China still has a window of opportunity, which may disappear in two or three years, to prevent the deadly epidemic from fast spreading, said Ray Yip, an official from the Global AIDS Programme in China of the Centre for Disease Control and Prevention of the United States.

The epidemic is presently mostly confined to high-risk groups and is yet to spread widely in the rest of the community.

However, the government must promise care and protection to those at high risk of the disease or they will not come forward for health checks, Yip said.
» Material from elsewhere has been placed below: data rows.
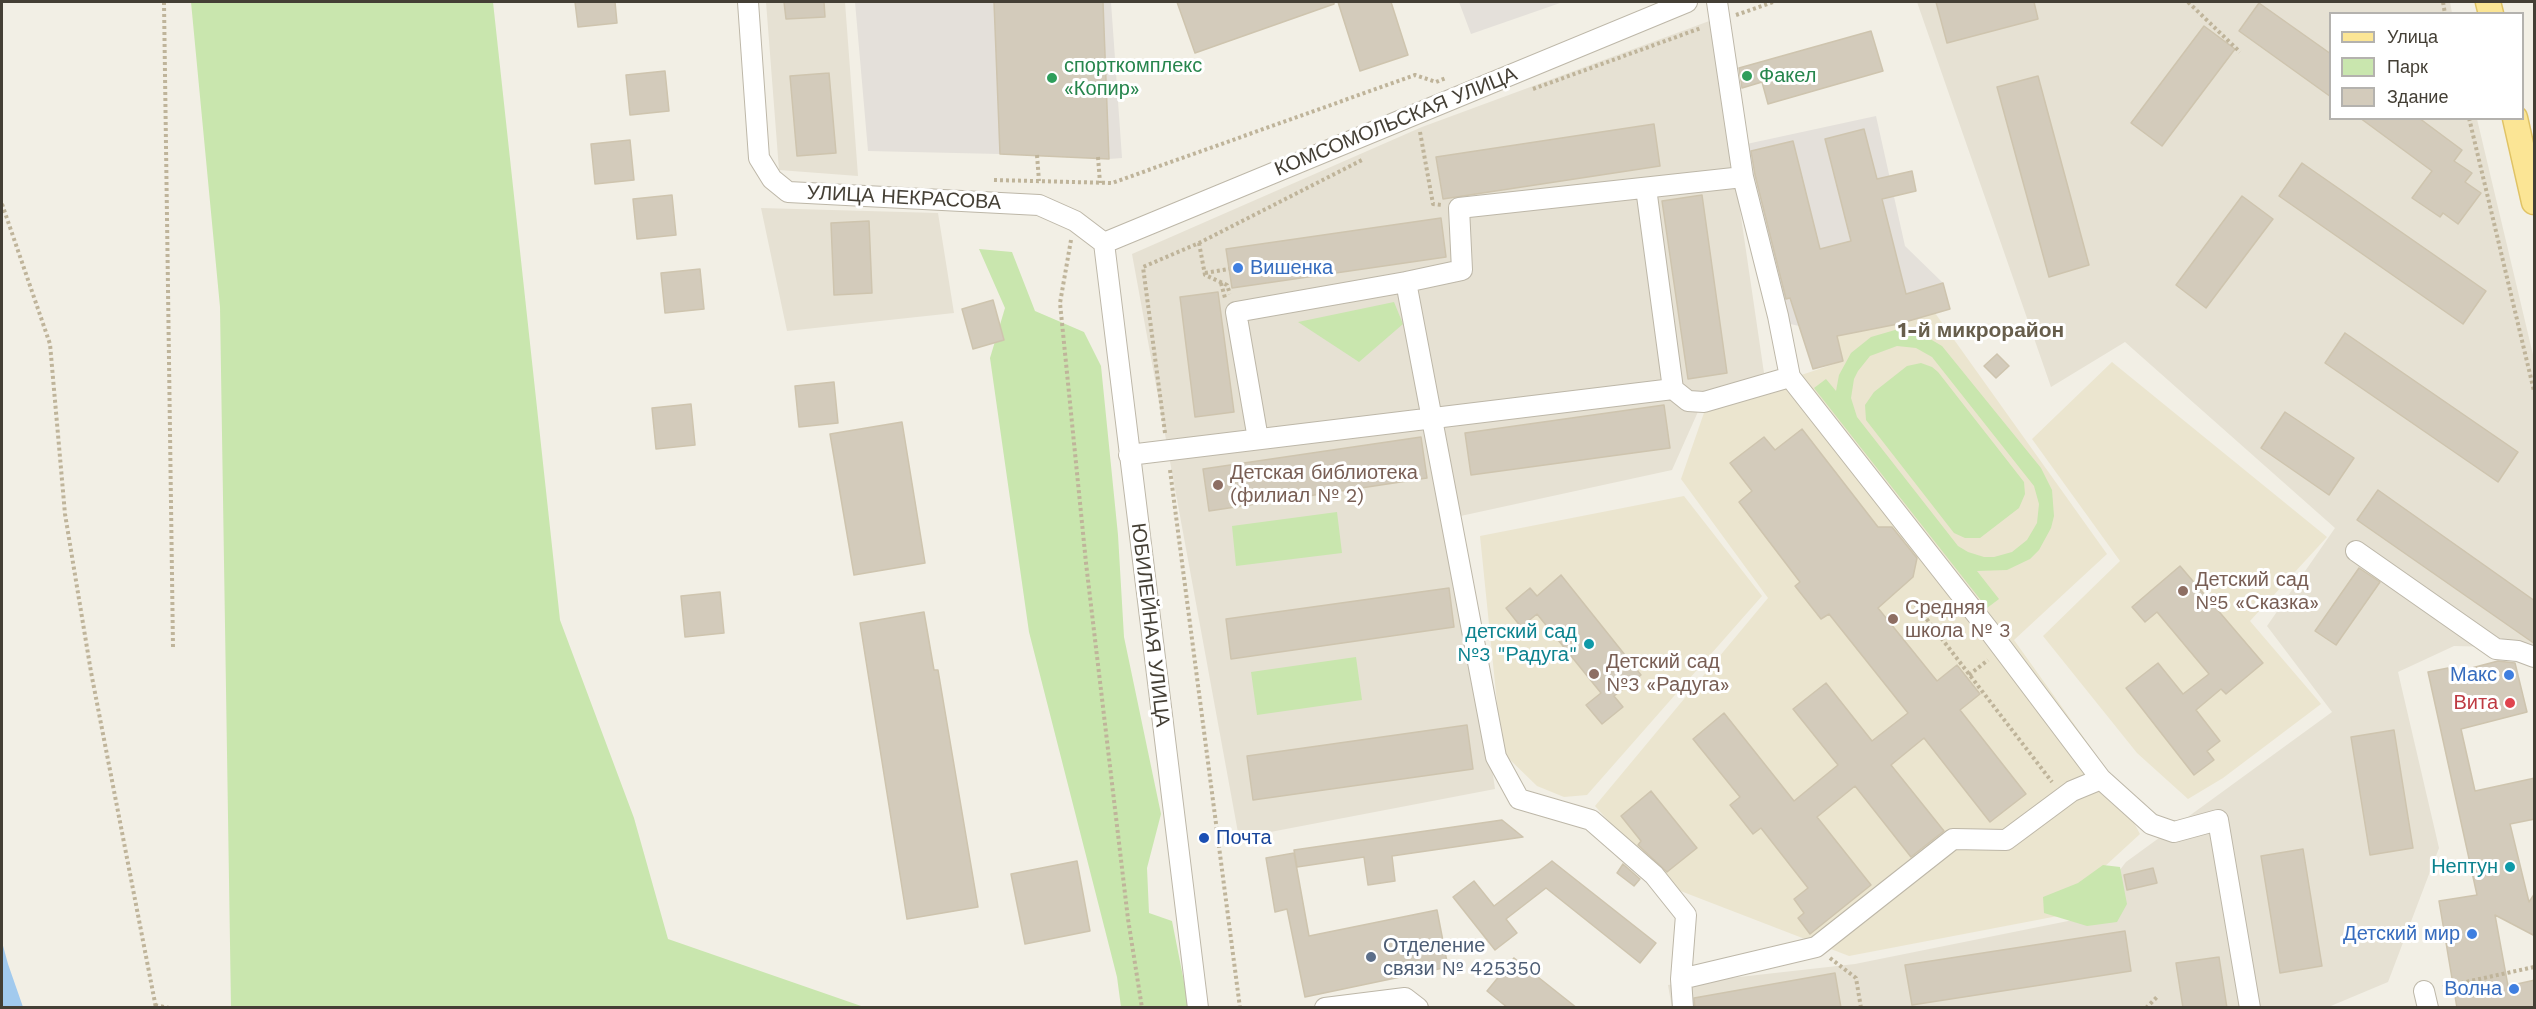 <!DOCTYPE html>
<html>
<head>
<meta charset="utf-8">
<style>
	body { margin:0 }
	#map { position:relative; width:2536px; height:1009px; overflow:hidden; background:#f2efe5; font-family:"Work Sans",sans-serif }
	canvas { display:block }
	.frame { position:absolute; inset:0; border:3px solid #443f35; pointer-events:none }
	.legend { position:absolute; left:2329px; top:12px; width:195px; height:108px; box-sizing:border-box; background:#fff; border:2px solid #b4b2ae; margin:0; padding:8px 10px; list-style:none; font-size:18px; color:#443f35 }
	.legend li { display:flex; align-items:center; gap:12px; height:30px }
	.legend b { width:30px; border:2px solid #b4b2ae }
</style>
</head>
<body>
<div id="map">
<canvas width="2536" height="1009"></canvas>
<div class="frame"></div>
<ul class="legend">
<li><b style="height:8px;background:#fbe595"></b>Улица</li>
<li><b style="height:16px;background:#c9e6ae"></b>Парк</li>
<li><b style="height:16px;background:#d3cbbb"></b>Здание</li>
</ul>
</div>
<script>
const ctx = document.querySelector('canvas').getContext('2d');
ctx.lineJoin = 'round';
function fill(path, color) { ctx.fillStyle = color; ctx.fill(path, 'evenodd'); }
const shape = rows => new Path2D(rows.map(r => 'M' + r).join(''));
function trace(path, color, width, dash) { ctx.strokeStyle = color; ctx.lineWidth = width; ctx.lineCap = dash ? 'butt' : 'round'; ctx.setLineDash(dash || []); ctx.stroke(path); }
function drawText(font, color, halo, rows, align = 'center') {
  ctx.font = font + ' "Work Sans",sans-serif'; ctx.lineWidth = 6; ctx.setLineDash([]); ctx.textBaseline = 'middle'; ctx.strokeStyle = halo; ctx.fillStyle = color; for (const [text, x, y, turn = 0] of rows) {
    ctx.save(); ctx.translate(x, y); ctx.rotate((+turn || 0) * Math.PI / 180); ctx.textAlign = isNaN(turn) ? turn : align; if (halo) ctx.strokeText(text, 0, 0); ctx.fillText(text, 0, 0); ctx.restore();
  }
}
fill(shape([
	[766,2,845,2,858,176,779,170],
	[1917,2,2450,2,2452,13,2330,14,2330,118,2477,119,2534,359,2534,648,2454,646,2398,672,2439,848,2388,982,2326,1008,1672,1008,1668,985,1855,964,2083,918,2126,862,2332,712,2267,626,2335,528,2125,342,2051,387],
	[1712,20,1764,373,1705,396,1672,470,1456,517,1495,789,1239,838,1132,254,1422,127],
	[761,208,938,213,954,313,787,331]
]), '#e6e1d3');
fill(shape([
	[855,2,994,2,1000,154,868,151],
	[1103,2,1111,2,1122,158,1109,159],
	[1459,2,1563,2,1471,34],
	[1876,116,1905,246,1943,283,1950,309,1898,324,1837,336,1843,361,1813,369,1799,326,1786,323,1742,145]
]), '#e4e0da');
fill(shape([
	[1935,313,2107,554,2014,640,2102,763,2140,834,2103,868,2084,911,1849,956,1665,885,1595,806,1768,598,1681,479,1706,407,1843,361,1837,336,1898,324],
	[2112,362,2327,537,2250,621,2321,704,2223,778,2188,799,2137,753,2043,636,2120,561,2032,439],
	[1684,496,1762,596,1587,795,1564,797,1537,786,1502,752,1480,536]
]), '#ebe5cf');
fill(shape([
	[191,2,493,2,560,620,634,818,668,939,864,1007,231,1007,220,307],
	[979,249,1012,252,1035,311,1084,332,1101,366,1118,535,1124,637,1161,814,1147,868,1149,913,1172,921,1189,1007,1121,1007,1117,977,1029,632,990,358,1005,308],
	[1394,302,1403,324,1359,362,1298,322],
	[1895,330,1920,333,1942,346,2041,468,2052,490,2054,516,2051,528,2039,550,2030,559,2007,570,1977,571,1999,599,1987,608,1814,388,1826,379,1836,391,1839,375,1851,353,1871,337],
	[1897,346,1916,348,1932,357,2034,486,2039,504,2037,523,2027,540,2012,552,1994,557,1984,557,1968,552,1958,546,1857,417,1851,398,1854,379,1858,371,1870,356],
	[1921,363,1932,367,1938,372,2024,482,2025,494,2019,508,1980,538,1965,538,1954,533,1866,420,1865,405,1874,392,1907,366],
	[1337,512,1342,553,1236,566,1232,526],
	[1356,657,1362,700,1257,715,1251,672],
	[2103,865,2120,867,2127,904,2117,922,2087,926,2044,913,2043,897,2078,883]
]), '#c9e6ae');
fill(shape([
	[2,942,8,964,23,1007,2,1007]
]), '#a2caee');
const building = shape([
	[575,2,615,2,617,23,578,27,575,2],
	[784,2,824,2,825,17,786,19,784,2],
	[994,2,1103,2,1109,159,1000,154,994,2],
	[1177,2,1334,2,1334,4,1195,53,1177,2],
	[1338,2,1391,2,1408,55,1360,71,1338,2],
	[1936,2,2034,2,2038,19,1947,43,1936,2],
	[2259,3,2331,54,2331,97,2239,31,2259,3],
	[2204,26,2235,49,2162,146,2131,123,2204,26],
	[1871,31,1883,71,1768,104,1762,82,1742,88,1739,68,1871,31],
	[665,71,669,111,630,115,626,75,665,71],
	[829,73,836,153,797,156,790,76,829,73],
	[2038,76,2089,265,2049,277,1997,87,2038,76],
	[2360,118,2419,118,2462,150,2454,161,2472,173,2465,182,2481,193,2458,224,2443,213,2440,217,2412,198,2432,171,2360,118],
	[1654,124,1660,166,1443,199,1436,157,1654,124],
	[1864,129,1877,179,1912,171,1916,191,1882,199,1906,294,1943,283,1950,309,1898,324,1837,336,1843,361,1813,369,1790,298,1786,299,1755,175,1751,151,1793,141,1820,249,1851,241,1825,139,1864,129],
	[630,140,634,180,595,184,591,144,630,140],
	[2302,163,2486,291,2463,324,2279,196,2302,163],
	[672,195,676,235,637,239,633,199,672,195],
	[1702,195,1727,373,1688,379,1662,201,1702,195],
	[2242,196,2273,219,2206,308,2176,285,2242,196],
	[1441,218,1446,257,1232,288,1226,249,1441,218],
	[869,221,872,293,834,295,831,223,869,221],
	[700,269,704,309,665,313,661,273,700,269],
	[1218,292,1234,412,1195,417,1180,297,1218,292],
	[993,300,1004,340,973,349,962,309,993,300],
	[2345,333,2518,452,2498,482,2325,363,2345,333],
	[1997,354,2009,366,1996,378,1984,366,1997,354],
	[834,382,838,423,799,427,795,386,834,382],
	[691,404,695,445,656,449,652,408,691,404],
	[1664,405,1670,448,1471,475,1465,433,1664,405],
	[2285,412,2354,458,2329,495,2261,448,2285,412],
	[902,422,925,563,854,575,830,434,902,422],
	[1802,429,1878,527,1892,527,1917,558,1913,577,1878,608,1937,681,1957,665,1980,694,1960,710,2026,794,1990,822,1924,738,1891,765,1944,831,1911,857,1855,786,1817,817,1871,885,1810,934,1798,918,1804,913,1794,899,1808,888,1761,828,1753,834,1730,805,1740,797,1693,739,1724,713,1794,801,1838,765,1793,709,1826,683,1872,741,1908,713,1829,614,1821,619,1795,586,1800,582,1739,502,1752,491,1730,463,1764,437,1775,450,1802,429],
	[1421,437,1427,478,1209,511,1203,469,1421,437],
	[2378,490,2535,601,2535,644,2357,520,2378,490],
	[2180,566,2263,663,2226,694,2221,689,2196,710,2220,741,2207,751,2214,760,2194,775,2126,688,2158,663,2183,694,2209,674,2157,612,2145,622,2132,607,2180,566],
	[2359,568,2380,582,2336,645,2315,631,2359,568],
	[1561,575,1641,675,1614,696,1623,707,1602,724,1586,705,1601,693,1537,614,1521,627,1506,608,1530,588,1537,596,1561,575],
	[1449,588,1454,627,1231,659,1226,619,1449,588],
	[720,592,724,633,685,637,681,596,720,592],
	[924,612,934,670,938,670,978,907,907,919,860,623,924,612],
	[2498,661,2515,663,2527,712,2461,729,2475,791,2535,778,2535,819,2510,824,2529,902,2535,893,2535,936,2495,915,2508,986,2535,980,2535,1008,2457,1008,2439,901,2477,895,2428,672,2448,668,2449,674,2498,661],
	[1467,725,1473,769,1253,800,1247,756,1467,725],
	[2394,730,2413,848,2370,855,2351,737,2394,730],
	[1651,791,1697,848,1667,872,1638,845,1641,841,1621,816,1651,791],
	[1502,820,1523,837,1392,856,1395,881,1368,885,1364,857,1297,867,1294,850,1502,820],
	[2303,849,2322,966,2280,973,2261,856,2303,849],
	[1294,853,1309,936,1437,910,1448,967,1305,997,1287,909,1275,912,1266,858,1294,853],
	[1077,861,1090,931,1025,944,1011,874,1077,861],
	[1552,861,1656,943,1640,963,1546,888,1506,919,1517,933,1495,950,1453,897,1474,881,1494,906,1552,861],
	[1623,864,1640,879,1634,886,1617,873,1623,864],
	[2153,868,2157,883,2127,890,2124,875,2153,868],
	[2125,931,2131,971,1912,1005,1905,965,2125,931],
	[2219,957,2227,1008,2183,1008,2176,963,2219,957],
	[1514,958,1577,1008,1508,1008,1487,991,1514,958],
	[1835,973,1841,1008,1695,1008,1694,998,1835,973]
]);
fill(building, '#d3cbbb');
trace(building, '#cec4ae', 1.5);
const minor = shape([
	[748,2,759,158,772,179,788,192,1039,205,1075,221,1104,243],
	[1717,2,1743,177,1778,316,1790,377,1991,633,2101,779],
	[1646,188,1673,389],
	[1104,243,1198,1008],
	[1104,243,1687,2],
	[1258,439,1236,312,1406,282],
	[1129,455,1673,389,1688,401,1704,402,1790,377],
	[2356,551,2496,649,2518,651,2534,657],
	[1681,979,1686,915,1654,875,1591,820,1519,799,1496,757,1406,282,1462,270,1459,208,1743,177],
	[2424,991,2428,1008],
	[1325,1008,1405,998,1418,1008],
	[1683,1008,1681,979,1816,947,1953,839,2006,840,2072,791,2101,779,2151,824,2174,832,2218,820,2250,1008]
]);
const major = shape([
	[2488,2,2491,14],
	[2515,118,2534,202]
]);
trace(minor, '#bdb7a8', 22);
trace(major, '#e0c365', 27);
trace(shape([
	[164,2,173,647],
	[2188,2,2240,52],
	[2443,2,2445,14],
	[1736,15,1773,2],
	[1533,89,1701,28],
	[2469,118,2534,391],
	[1420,132,1433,204,1442,205],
	[1037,155,1039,181],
	[1098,157,1100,183],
	[994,180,1112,183,1415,75,1436,82,1446,78],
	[2,204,50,344,65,514,91,672,156,1008],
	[1071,240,1060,303,1086,563,1128,919,1142,1008],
	[1199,243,1205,275,1227,285,1230,294],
	[1205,273,1229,269],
	[1221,283,1225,298],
	[1165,433,1143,267,1199,243,1364,159],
	[1170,470,1240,1008],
	[1912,600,2052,782],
	[1969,675,1988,660],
	[1830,958,1856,978,1861,1008],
	[2443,987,2534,967],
	[155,1005,169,1008],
	[2146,1008,2157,997]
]), '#bfb49a', 4, [3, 3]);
trace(minor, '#fff', 20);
trace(major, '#fbe595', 24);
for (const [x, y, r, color] of [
	[1747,76,6,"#2e9e5b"],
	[1052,78,6,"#2e9e5b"],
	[1238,268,6,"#3f7fe0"],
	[1218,485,6,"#8d6e63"],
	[2183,591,6,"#8d6e63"],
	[1893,619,6,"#8d6e63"],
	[1589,644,6,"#0f9aa8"],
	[1594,674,6,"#8d6e63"],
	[2509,675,6,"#3f7fe0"],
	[2510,703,6,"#e0444e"],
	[1204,838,6,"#1a4fb4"],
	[2510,867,6,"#0f9aa8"],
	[2472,934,6,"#3f7fe0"],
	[1371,957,6,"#5c6f8a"],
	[2514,989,6,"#3f7fe0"]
]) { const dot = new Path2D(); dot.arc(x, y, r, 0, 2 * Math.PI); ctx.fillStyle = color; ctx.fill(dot); trace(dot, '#fff', 2); }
drawText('20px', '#27864d', '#fff', [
	["спорткомплекс",1064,66],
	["«Копир»",1064,89],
	["Факел",1759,76]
], 'left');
drawText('20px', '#443f35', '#fff', [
	["КОМСОМОЛЬСКАЯ УЛИЦА",1396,122,-22],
	["УЛИЦА НЕКРАСОВА",904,198,3],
	["ЮБИЛЕЙНАЯ УЛИЦА",1150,625,83]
]);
drawText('20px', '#366cbe', '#fff', [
	["Вишенка",1250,268,"left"],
	["Макс",2497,675],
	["Детский мир",2460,934],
	["Волна",2502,989]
], 'right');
drawText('20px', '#785e54', '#fff', [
	["Детская библиотека",1230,473],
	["(филиал № 2)",1230,496],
	["Детский сад",2195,580],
	["№5 «Сказка»",2195,603],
	["Средняя",1905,608],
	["школа № 3",1905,631],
	["Детский сад",1606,662],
	["№3 «Радуга»",1606,685]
], 'left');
drawText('20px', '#0d838f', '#fff', [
	["детский сад",1577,632],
	["№3 \"Радуга\"",1577,655],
	["Нептун",2498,867]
], 'right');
drawText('20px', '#be3a42', '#fff', [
	["Вита",2498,703]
], 'right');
drawText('20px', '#164399', '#fff', [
	["Почта",1216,838]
], 'left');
drawText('20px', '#4e5e75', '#fff', [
	["Отделение",1383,946],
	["связи № 425350",1383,969]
], 'left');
drawText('bold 21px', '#675e4c', '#fff', [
	["1-й микрорайон",1981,331]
]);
</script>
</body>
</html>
Gao Qiang promised in September at a special United Nations conference on HIV/AIDS to strengthen the responsibility of governments and carry comprehensive care projects to 124 HIV-stricken counties.

China has made great efforts and progress in fighting against HIV/AIDS in the past years. However, stronger leadership and support from the highest level of the government is needed, said David Ho, a leading AIDS researcher with the Aaron Diamond AIDS Research Centre at Rockefeller University in New York.

Ho, the developer of the "cocktails" treatment on AIDS patients, made the remarks at the Tsinghua forum.

Former US president Bill Clinton echoed Ho's call at the forum, comparing the 800 deaths from the SARS outbreak in China to the 25 million worldwide who have died of AIDS so far.

He said SARS was a wake-up call because of its strong negative impact on the economy.